Интересно, что у Аввы прежде не было учеников. «Не думал, что достоин советы давать», — говорил он Титу. Но, увидев его на площади, Аввакум понял, что пришла пора передать накопленные опыт и знания. «Три года мне осталось жить. Успеть бы тебе мою науку перенять», — сказал он Титу. Судя по записям, Авва не просто обладал даром предвиденья, но и был настоящим философом. Например, в рукописи есть такая запись: «Спросил старец Тита, чего бы он пожелал для людей. Тот сказал, что свободы. Авва же сказал, что сначала нужно научить их вытравить из себя раба, а уж потом оделять волей. Тит спросил, что за раб такой сидит внутри нас, и старец ответил, что у него много имен: ложь, нажива, зависть, жадность, трусость и много еще. И, доколи будет тот раб изнутри душу поедать, не быть человеку свободным никогда». Из этой фразы можно сделать вывод, что, пока человек не поборет дурные черты характера, он будет в зависимости от своих пороков, то есть их рабом.
«Три года жил Тит у Аввы. Помогал и учился уму-разуму». Каким наукам мог обучить знахаря монах-отшельник? Прежде всего, не только умению видеть сцены прошлого или будущего, но и их правильному толкованию. «Говорил Авва Титу, что не все видения от Бога.
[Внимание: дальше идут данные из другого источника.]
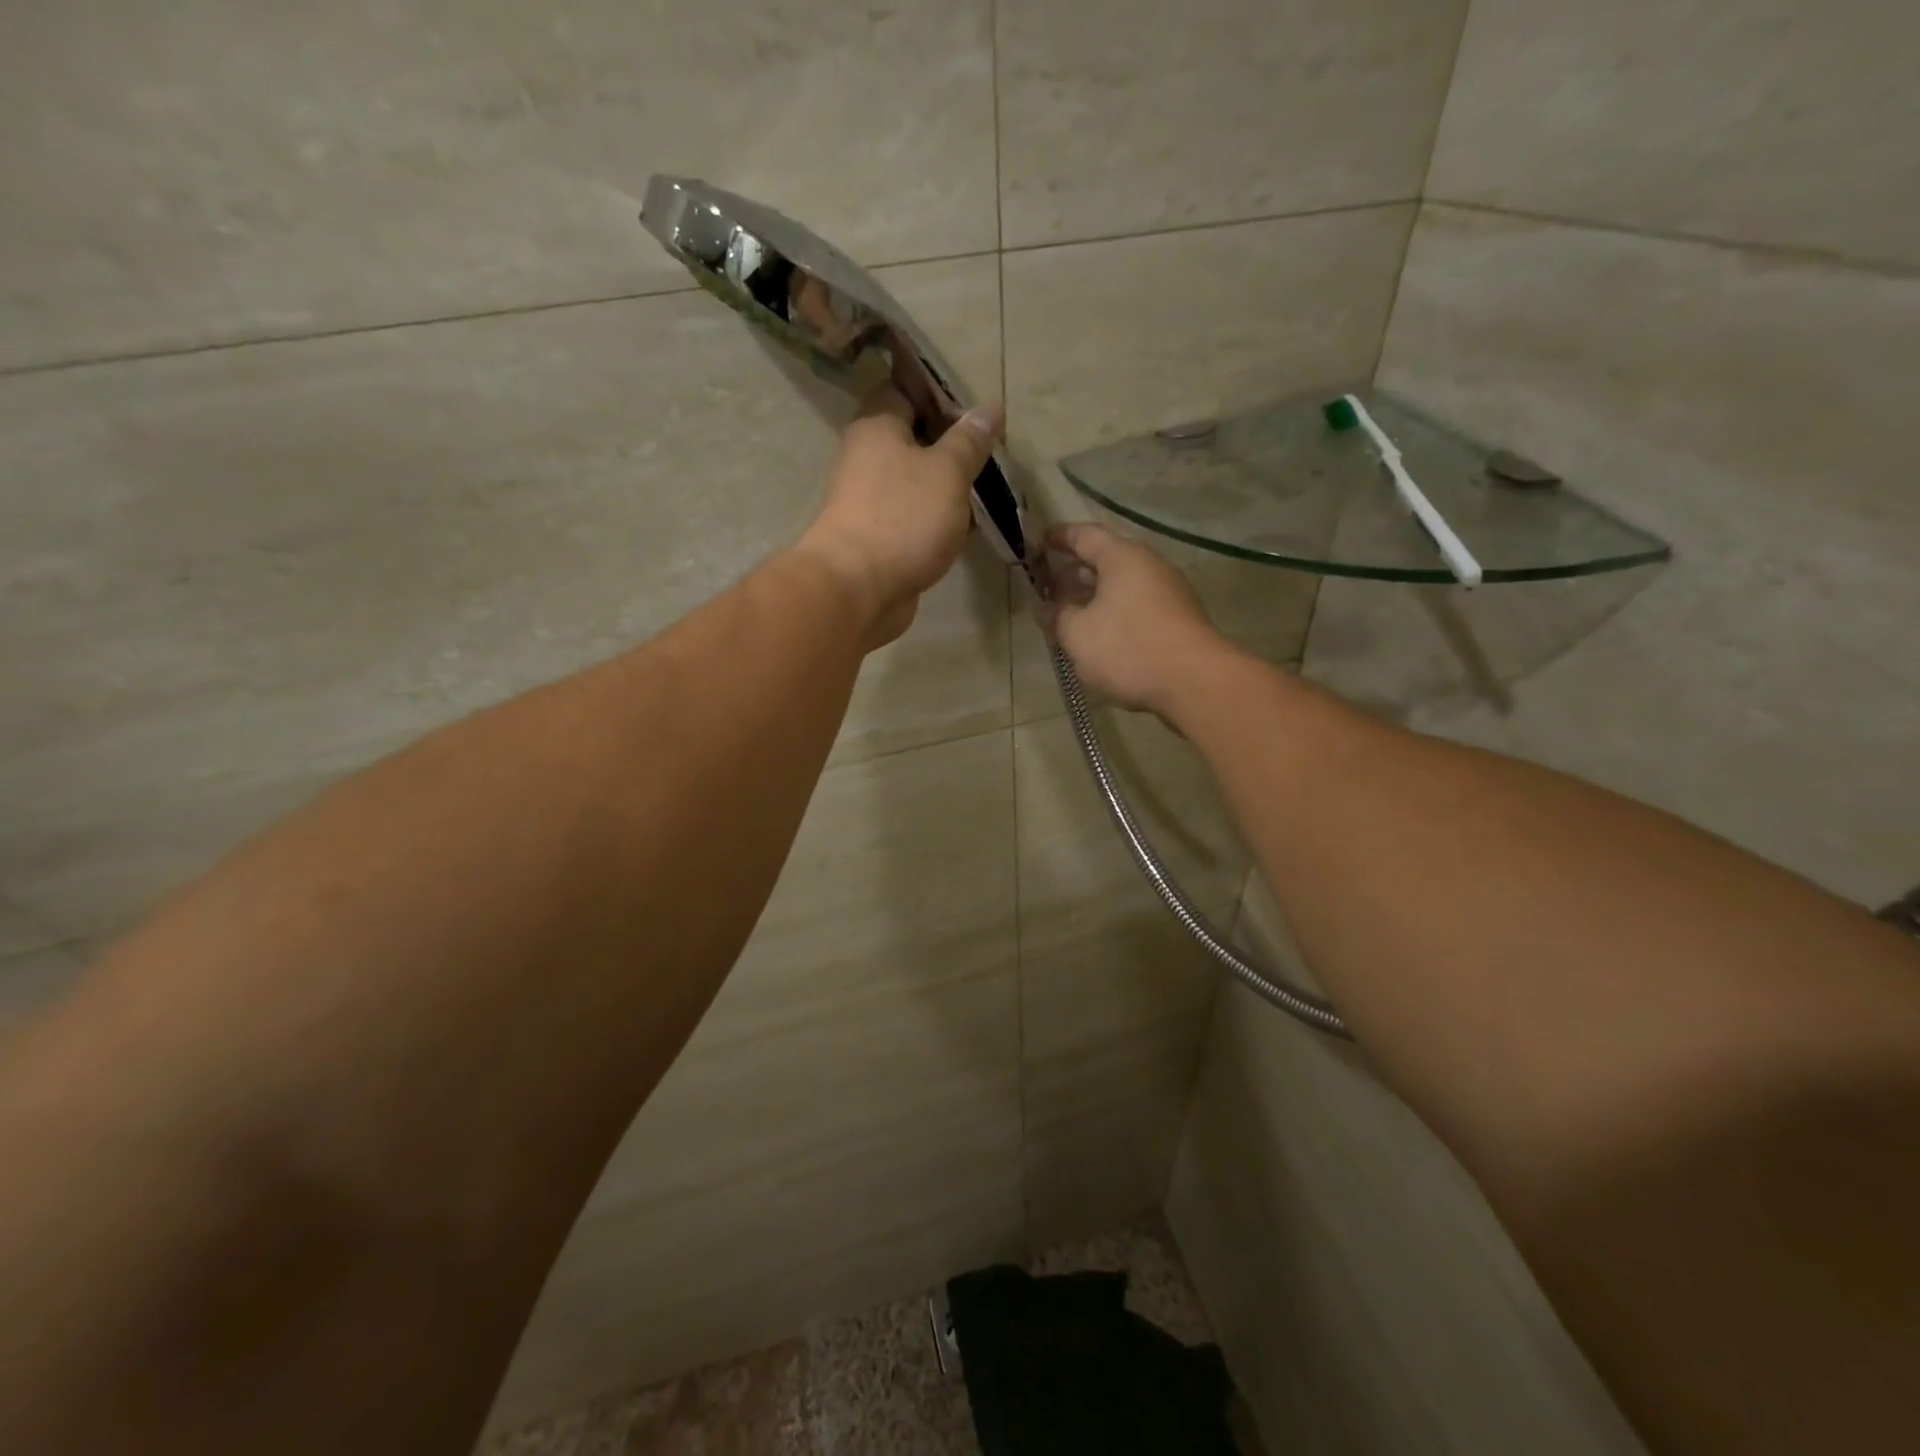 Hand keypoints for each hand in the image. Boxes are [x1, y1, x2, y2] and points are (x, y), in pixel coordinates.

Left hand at [795, 385, 1004, 647]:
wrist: (858, 590)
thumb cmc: (903, 518)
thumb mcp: (947, 472)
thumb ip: (970, 441)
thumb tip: (991, 407)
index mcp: (877, 426)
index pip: (905, 389)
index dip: (941, 394)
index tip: (977, 408)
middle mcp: (867, 458)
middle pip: (913, 437)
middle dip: (951, 444)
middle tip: (992, 451)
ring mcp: (870, 500)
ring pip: (916, 481)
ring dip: (948, 486)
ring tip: (989, 488)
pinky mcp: (879, 537)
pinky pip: (913, 516)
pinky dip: (938, 518)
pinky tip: (967, 526)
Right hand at [1042, 524, 1229, 719]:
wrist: (1194, 682)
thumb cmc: (1128, 648)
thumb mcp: (1078, 634)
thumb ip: (1056, 616)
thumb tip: (1043, 607)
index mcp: (1122, 557)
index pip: (1084, 535)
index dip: (1057, 538)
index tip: (1036, 544)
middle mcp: (1148, 566)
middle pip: (1105, 560)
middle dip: (1073, 572)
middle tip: (1047, 587)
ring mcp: (1168, 593)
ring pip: (1121, 587)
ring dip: (1092, 597)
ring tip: (1067, 616)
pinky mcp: (1177, 621)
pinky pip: (1136, 607)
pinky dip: (1112, 614)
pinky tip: (1098, 637)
Бывают и от лукавого (дьявола). И учил распознавать одни от других». Отшельник научил Тита «провидению», то есть предвидеть не только судьбы людей, с которыми тот общался, — «брал за руку и видел», а и историю народов — их прошлое и будущее. Как он этому учил, тоже описано в рукописи: «Когда Тит мог видеть (то есть когда его посещали видения), он читал ему молитвы или рассказывал житие святых». Тит долго не понимал возникающих перед глазами картин и со страхом говорил «об огне небесном и железных человеках». Авва терпеливо объяснял ему, что бояться нечего: «Чему быть, того не минешь. Гони страхи прочь — это козни бесовы не подпускают тебя к истине».
Мало-помалу Нилов научился понимать то, «что ему являл Господь, и стал связно говорить и не бояться». Сначала его посещали видения близкого будущего. Например, он предсказал присоединение Сибири: «Придет Ярко Храбрый и завоюет царю еще одно царство». Мы часто ошибочно полагаем, что честь завоевания Сибири принадлежит Ермаку Тимофеевичу, однако это не так. Дружина Ермака не сумела закрепить за Иваном Грозным открытые ими земли. Большей частью они погибли в стычках с местным населением, остальные вернулись в родные края. Ерофей же Хабаров (Ярко Храбрый) не только победил воинственные племена аборигенов, но и стал строить «свои заставы», то есть расширять границы России. Известный историк середины XIX века К. Валишевский в своей монографии «Первые Романовы» написал по этому поводу следующее: «Политика расширения Алексея была лишь выразительницей национальной тенденции. Первыми шагами своими покорение Сибири было обязано частной инициативе». Видимо, именно потому, что Хабаров действовал без «царского указа», Тит и увидел его присоединяющим Сибирь, а не царя или высокопоставленных вельмож. Провидел Тит и то, что Россия наладит дипломатические отношения с Китаем: «Столкнуться Москве с новой соседкой, страной желтых людей». Из истории мы знаем, что именно при Алексее Михайловиче появились в Москве «невиданные прежде послы богдыхана (так в то время называли китайского императора)».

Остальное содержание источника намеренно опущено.